Assignment> Look through the listing below for the word "الماطري" and copy every line where it occurs.

The input>

-- -- --

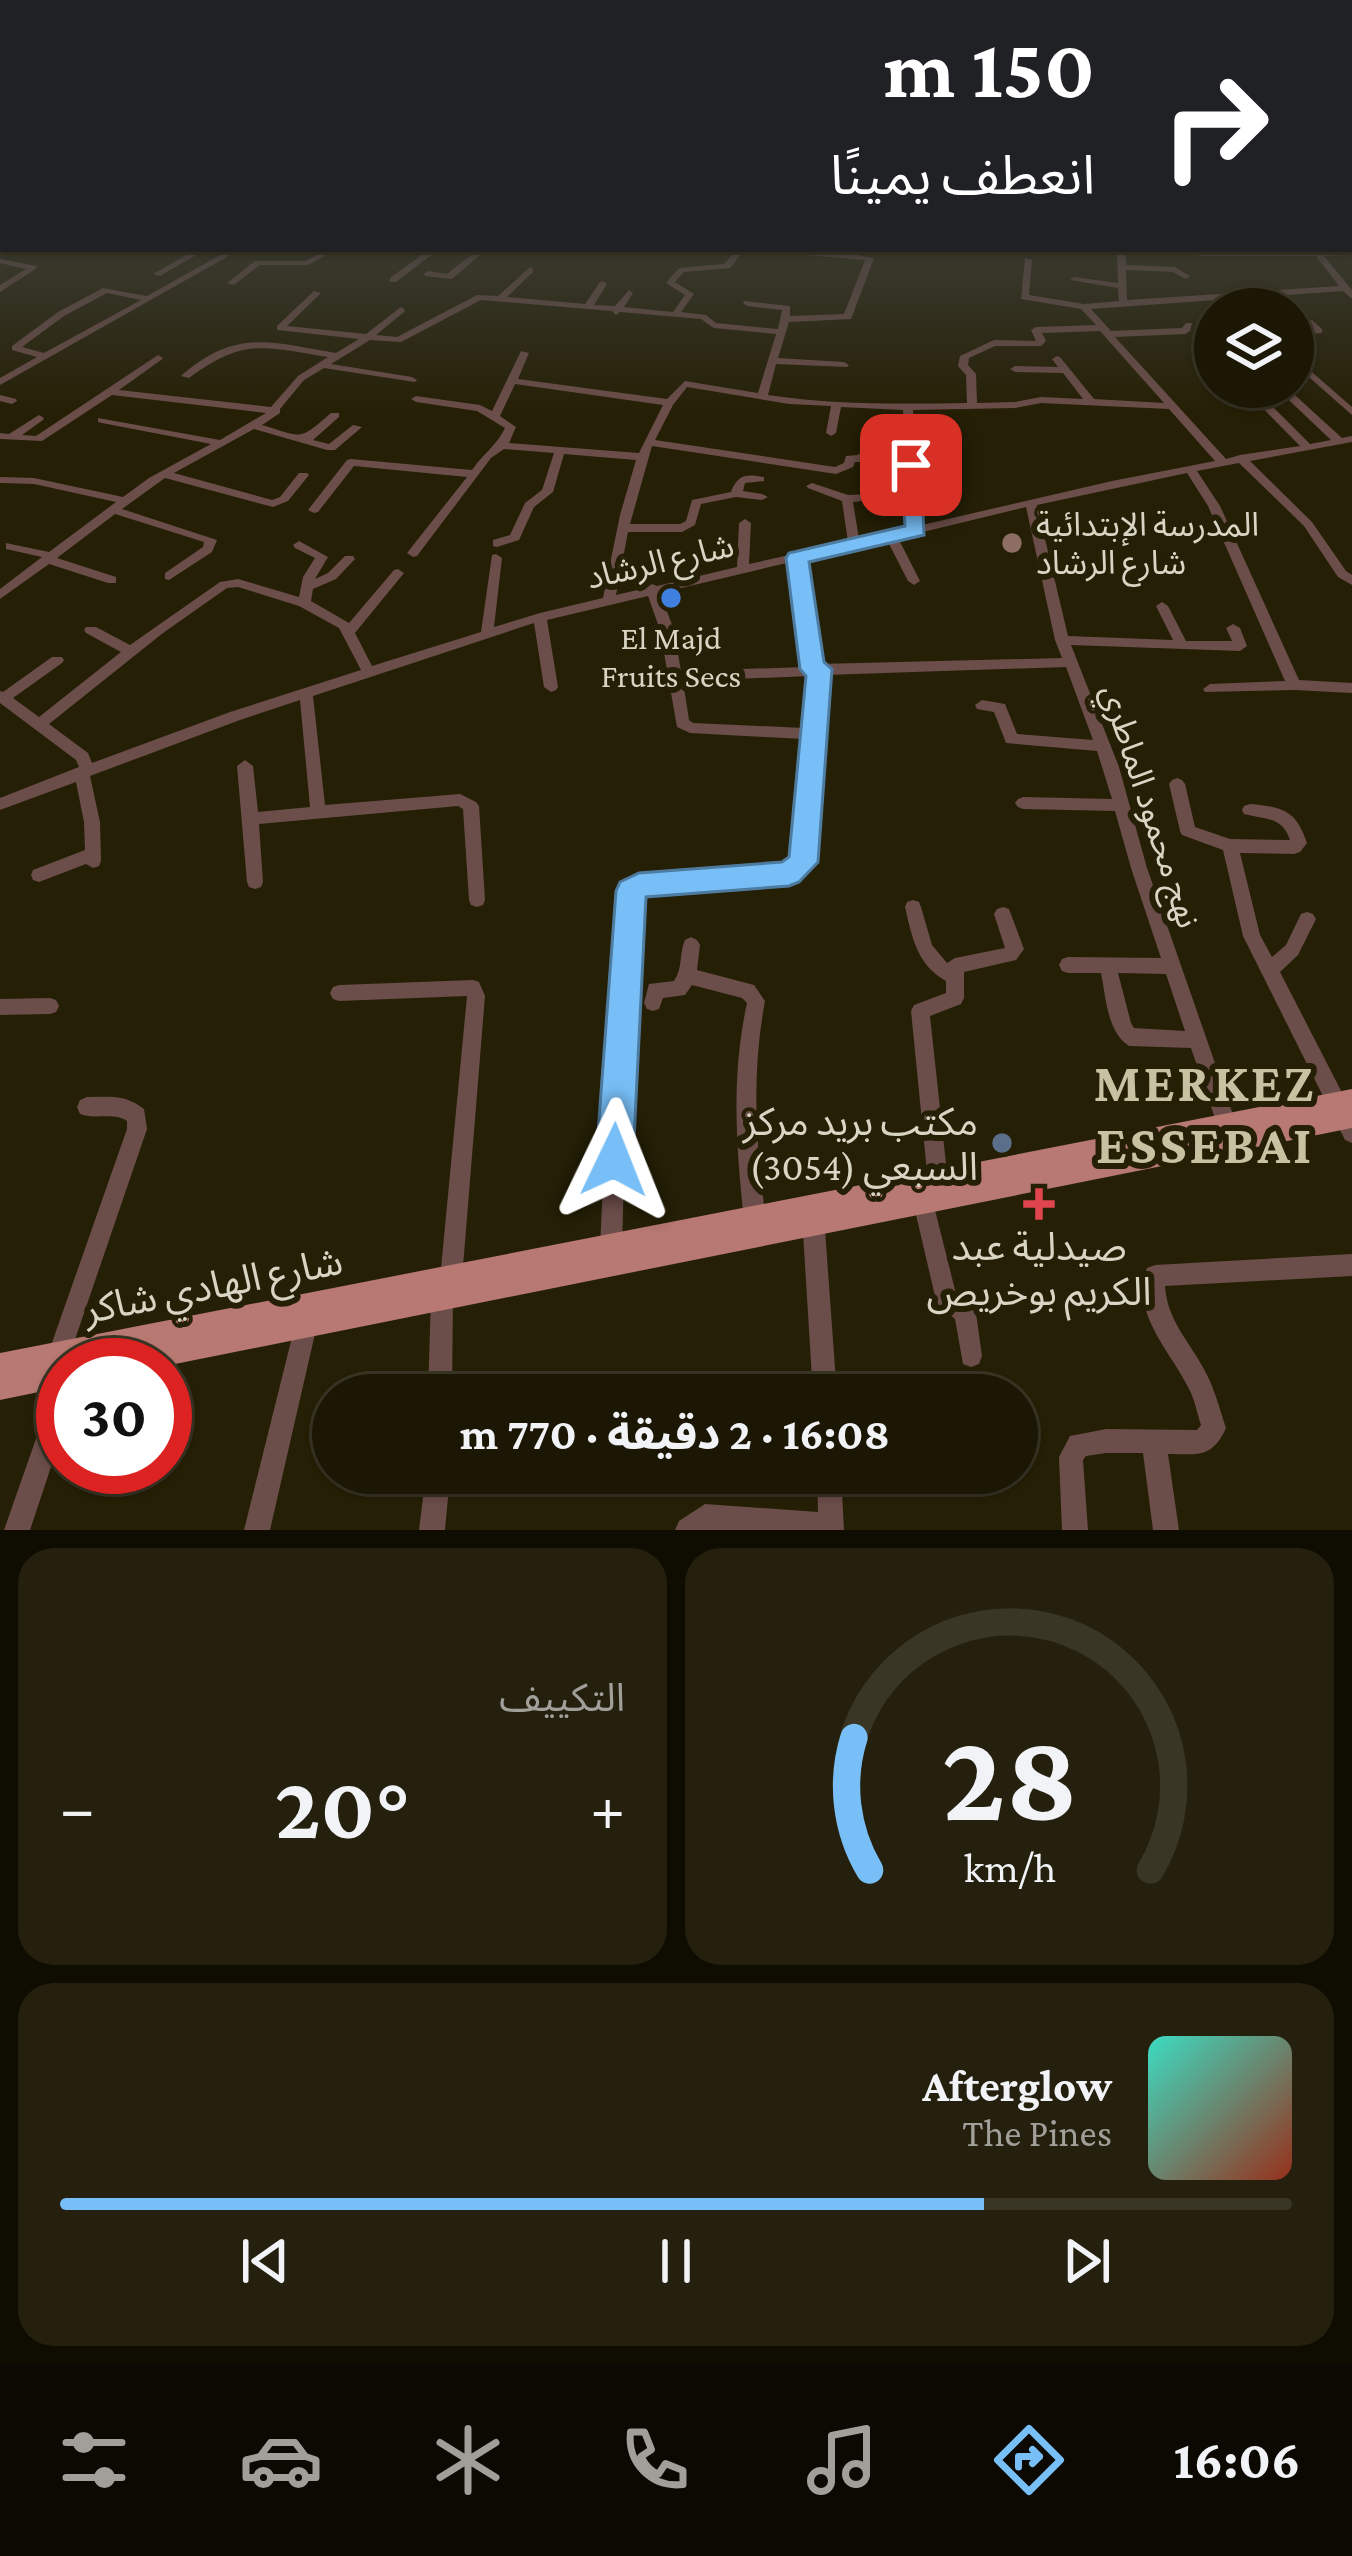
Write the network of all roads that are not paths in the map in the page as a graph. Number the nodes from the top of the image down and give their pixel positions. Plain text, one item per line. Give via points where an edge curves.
1 (29, 270) edge
2 (163, 270) edge
3 (196, 270) edge
4 (249, 270) edge
5 (406, 270) edge
6 (458, 270) edge
7 (530, 270) dead end
8 (682, 270) edge
9 (866, 270) edge
10 (1027, 270) edge
11 (1121, 270) edge
12 (1176, 270) edge
13 (157, 274) dead end
14 (428, 274) dead end
15 (1186, 276) dead end
16 (393, 280) dead end
17 (1073, 280) dead end
18 (231, 283) dead end
19 (603, 284) dead end
20 (1121, 286) junction
21 (0, 289) edge
22 (1349, 291) edge
23 (317, 293) dead end
24 (629, 293) dead end
25 (1314, 293) edge
26 (146, 298) junction
27 (501, 298) junction
28 (1194, 299) edge
29 (747, 303) dead end
30 (1123, 303) junction
31 (1084, 307) junction
32 (587, 308) junction
33 (401, 310) dead end
34 (616, 312) junction
35 (675, 315) junction
36 (785, 319) junction
37 (1194, 329) edge
38 (1106, 331) junction
39 (782, 332) junction
40 (367, 338) junction
41 (524, 353) dead end
42 (337, 356) junction
43 (46, 357) junction
44 (158, 358) dead end
45 (1057, 359) dead end
46 (772, 361) junction
47 (321, 365) junction
48 (844, 365) dead end
49 (1015, 369) dead end
50 (1066, 370) junction
51 (186, 376) dead end
52 (1314, 377) edge
53 (412, 380) dead end
54 (512, 381) junction
55 (0, 382) edge
56 (110, 392) junction
57 (762, 397) junction
58 (416, 399) dead end
59 (1091, 402) junction
60 (670, 403) junction
61 (836, 404) junction
62 (972, 404) junction
63 (1171, 406) junction
64 (908, 407) junction
65 (1268, 408) edge
66 (1306, 408) edge
67 (276, 411) junction
68 (1352, 412) edge
69 (495, 415) junction
70 (335, 416) dead end
71 (40, 418) dead end
72 (103, 420) dead end
73 (256, 424) junction
74 (357, 427) dead end
75 (831, 433) dead end
76 (5, 437) edge
77 (1346, 440) edge
78 (221, 443) junction
79 (651, 443) junction
80 (502, 446) junction
81 (1306, 446) junction
82 (560, 451) junction
83 (862, 455) dead end
84 (643, 457) junction
85 (1240, 458) junction
86 (1222, 462) junction
87 (1189, 468) junction
88 (164, 474) junction
89 (475, 474) junction
90 (303, 475) dead end
91 (760, 479) dead end
92 (0, 480) edge
93 (812, 487) dead end
94 (881, 492) dead end
95 (736, 494) junction
96 (762, 497) dead end
97 (847, 499) junction
98 (1031, 503) junction
99 (120, 505) junction
100 (314, 510) dead end
101 (745, 523) dead end
102 (622, 528) junction
103 (916, 530) junction
104 (891, 536) junction
105 (299, 545) dead end
106 (854, 545) junction
107 (10, 546) dead end
108 (413, 553) dead end
109 (48, 557) junction
110 (797, 558) junction
111 (349, 559) dead end
112 (743, 569) junction
113 (398, 573) dead end
114 (169, 576) dead end
115 (112, 580) dead end
116 (914, 581) dead end
117 (1352, 581) edge
118 (309, 586) junction
119 (652, 588) junction
120 (0, 596) edge
121 (609, 599) junction
122 (304, 603) junction
123 (1162, 606) dead end
124 (539, 617) junction
125 (1233, 628) dead end
126 (91, 630) dead end
127 (349, 632) junction
128 (487, 633) junction
129 (1062, 640) junction
130 (1182, 645) junction
131 (131, 652) junction
132 (57, 660) dead end
133 (1070, 662) junction
134 (816, 669) junction
135 (368, 671) junction
136 (675, 676) junction
137 (1294, 685) junction
138 (551, 687) dead end
139 (1352, 688) edge
140 (1210, 689) dead end
141 (306, 692) junction
142 (3, 701) edge
143 (982, 705) dead end
144 (38, 724) junction
145 (811, 734) junction
146 (1102, 746) junction
147 (245, 766) dead end
148 (84, 771) junction
149 (1177, 784) dead end
150 (1023, 803) dead end
151 (0, 804) edge
152 (1122, 806) junction
153 (1250, 810) dead end
154 (317, 812) junction
155 (251, 819) junction
156 (1230, 846) junction
157 (39, 875) dead end
158 (255, 882) dead end
159 (477, 900) dead end
160 (913, 907) dead end
161 (1003, 914) dead end
162 (1307, 919) dead end
163 (691, 945) dead end
164 (1068, 965) dead end
165 (1173, 966) junction
166 (1108, 967) junction
167 (1270, 970) junction
168 (952, 974) junction
169 (688, 976) junction
170 (338, 993) dead end
171 (653, 1004) dead end
172 (50, 1006) dead end
173 (0, 1007) edge
174 (1198, 1040) junction
175 (87, 1108) dead end
176 (1348, 1114) edge
177 (1229, 1133) junction
178 (931, 1192) junction
179 (812, 1215) junction
180 (755, 1220) junction
181 (689, 1241) junction
182 (610, 1248) junction
183 (1352, 1265) edge
184 (445, 1286) junction
185 (306, 1325) junction
186 (82, 1338) edge
187 (189, 1338) edge
188 (192, 1343) edge
189 (971, 1356) dead end
190 (36, 1364) edge
191 (0, 1367) edge
192 (36, 1374) edge
193 (441, 1374) edge
194 (823, 1374) edge
195 (0, 1386) edge
196 (1154, 1443) junction
197 (36, 1475) edge
198 (436, 1494) edge
199 (830, 1494) edge
200 (831, 1528) edge
201 (17, 1530) edge
202 (257, 1530) edge
203 (432, 1530) edge
204 (688, 1530) edge
205 (1075, 1530) edge
206 (1166, 1530) edge

1 - 21 street
2 - 13 street
3 - 26 street
4 - 18 street
5 - 16 street
6 - 14 street
7 - 27 street
8 - 35 street via 670,284 690,294
9 - 36 street via 848,317
10 - 31 street via 1024,298
11 - 20 street
12 - 15 street
17 - 20 street
19 - 32 street
20 - 30 street
22 - 25 street
23 - 40 street via 280,328
24 - 34 street
26 - 43 street
26 - 43 street via 106,290 15,348
27 - 32 street
27 - 40 street via 472,298 412,337
28 - 30 street
29 - 36 street via 787,308
30 - 31 street
31 - 38 street
32 - 34 street
33 - 40 street
34 - 35 street
35 - 39 street
36 - 39 street
37 - 38 street
38 - 62 street via 1036,331 1038,344 980,347 963,366
38 - 63 street
39 - 46 street
40 - 42 street
41 - 54 street
42 - 47 street
42 - 51 street via 239,344
43 - 55 street
44 - 56 street
45 - 50 street
46 - 48 street
46 - 57 street
47 - 53 street
47 - 67 street via 291,387
49 - 50 street
50 - 59 street
52 - 68 street
54 - 60 street
54 - 69 street
56 - 67 street
56 - 76 street via 38,439
57 - 60 street via 685,384
57 - 61 street
58 - 69 street
59 - 62 street
59 - 63 street
60 - 79 street
61 - 64 street
61 - 75 street
62 - 64 street
63 - 86 street
64 - 103 street
65 - 81 street
66 - 77 street
67 - 73 street
69 - 80 street via 511,428
70 - 73 street via 309,438
71 - 76 street
72 - 78 street
73 - 74 street via 332,448
73 - 78 street
77 - 81 street, شارع الرشاد
78 - 88 street
79 - 83 street via 836,471
79 - 84 street
80 - 82 street
80 - 89 street
81 - 85 street, شارع الرشاد
82 - 84 street
82 - 128 street via 548,492 496,550
84 - 102 street
85 - 86 street, شارع الرشاد
85 - 117 street
86 - 87 street, شارع الرشاد
87 - 98 street, شارع الرشاد
87 - 137 street
88 - 90 street via 273,504
88 - 99 street
89 - 100 street via 351,462
89 - 108 street
91 - 95 street via 741,480
92 - 99 street
93 - 97 street
94 - 97 street
95 - 96 street
95 - 102 street via 696,502 691,524 682,528
97 - 106 street
98 - 103 street, شارع الرشاد
98 - 129 street, نهج محمود الماطري
99 - 109 street
99 - 114 street via 211,540
101 - 112 street
102 - 121 street
103 - 104 street, شارع الرشاد
104 - 106 street, شارع الرشاد
104 - 116 street
105 - 118 street via 322,557
106 - 110 street, شارع الرشاد
107 - 109 street
109 - 115 street
109 - 120 street
110 - 112 street, شارع الرشاد
110 - 134 street
111 - 118 street
112 - 119 street, شارع الرشاد
113 - 127 street
118 - 122 street
119 - 121 street, شارع الرشاد
119 - 136 street
121 - 124 street, شارع الرشاد
122 - 127 street
122 - 131 street via 224,585
123 - 130 street
124 - 128 street, شارع الرشاد
124 - 138 street
125 - 130 street via 1240,646
126 - 131 street
127 - 135 street
128 - 135 street, شارع الرشاد
129 - 130 street
129 - 133 street, نهج محمود الماطري
131 - 144 street
132 - 142 street
133 - 134 street
133 - 146 street, نهج محمود الماطري
134 - 136 street
134 - 145 street
135 - 141 street, شارع الرشاد
136 - 145 street via 682,723 690,728
137 - 139 street
137 - 140 street
141 - 148 street, شارع الرشاد
141 - 154 street
142 - 144 street
143 - 146 street via 1000,708 1011,739
144 - 148 street via 82,757
145 - 182 street via 810,817 796,870 631,891
146 - 152 street, نهج محمود الماطري
147 - 155 street
148 - 151 street, شارع الرشاد
148 - 157 street via 93,858
149 - 156 street via 1188,831
150 - 152 street
152 - 165 street, نهج محمود الماطري
153 - 156 street via 1284,814 1299,843
154 - 155 street
154 - 159 street via 460,800 472,806
155 - 158 street
156 - 167 street via 1244,914
160 - 168 street via 933,967
161 - 168 street via 1010,955 956,966
162 - 167 street via 1292,950
163 - 169 street
164 - 166 street
165 - 166 street
165 - 174 street, نهج محمود الماطري
166 - 174 street via 1129,1036
167 - 176 street
168 - 178 street via 955,998 920,1011
169 - 171 street via 680,989 655,990
169 - 180 street via 748,991 755,1001 742,1098
170 - 184 street via 473,988 476,996
172 - 173 street
174 - 177 street, نهج محمود الماطري
175 - 186 street via 126,1107 137,1129
176 - 177 main road
177 - 178 main road
178 - 179 main road
178 - 189 street via 946,1296 965,1313
179 - 180 main road
179 - 181 main road
179 - 194 street
180 - 181 main road
181 - 182 main road
181 - 184 main road
182 - 184 main road
183 - 196 street via 1155,1276 1163,1324 1214,1428 1203,1442
184 - 185 main road, شارع الهادي شاكر
184 - 187 main road, شارع الهادي شاكر
184 - 193 street
185 - 188 main road, شارع الهادي شاكر
185 - 202 street
190 - 191 main road, شارع الهادي شاكر
192 - 195 main road, شارع الهادي شاكر
196 - 205 street via 1079,1445 1071,1457
196 - 206 street
197 - 201 street
198 - 203 street
199 - 200 street
200 - 204 street via 705,1517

-- -- --

Solved problem>
98 - 129 street, نهج محمود الماطري
129 - 133 street, نهج محمود الماطري
133 - 146 street, نهج محمود الماطري
146 - 152 street, نهج محمود الماطري
152 - 165 street, نهج محمود الماطري
165 - 174 street, نهج محمود الماطري
174 - 177 street, نهج محمود الماطري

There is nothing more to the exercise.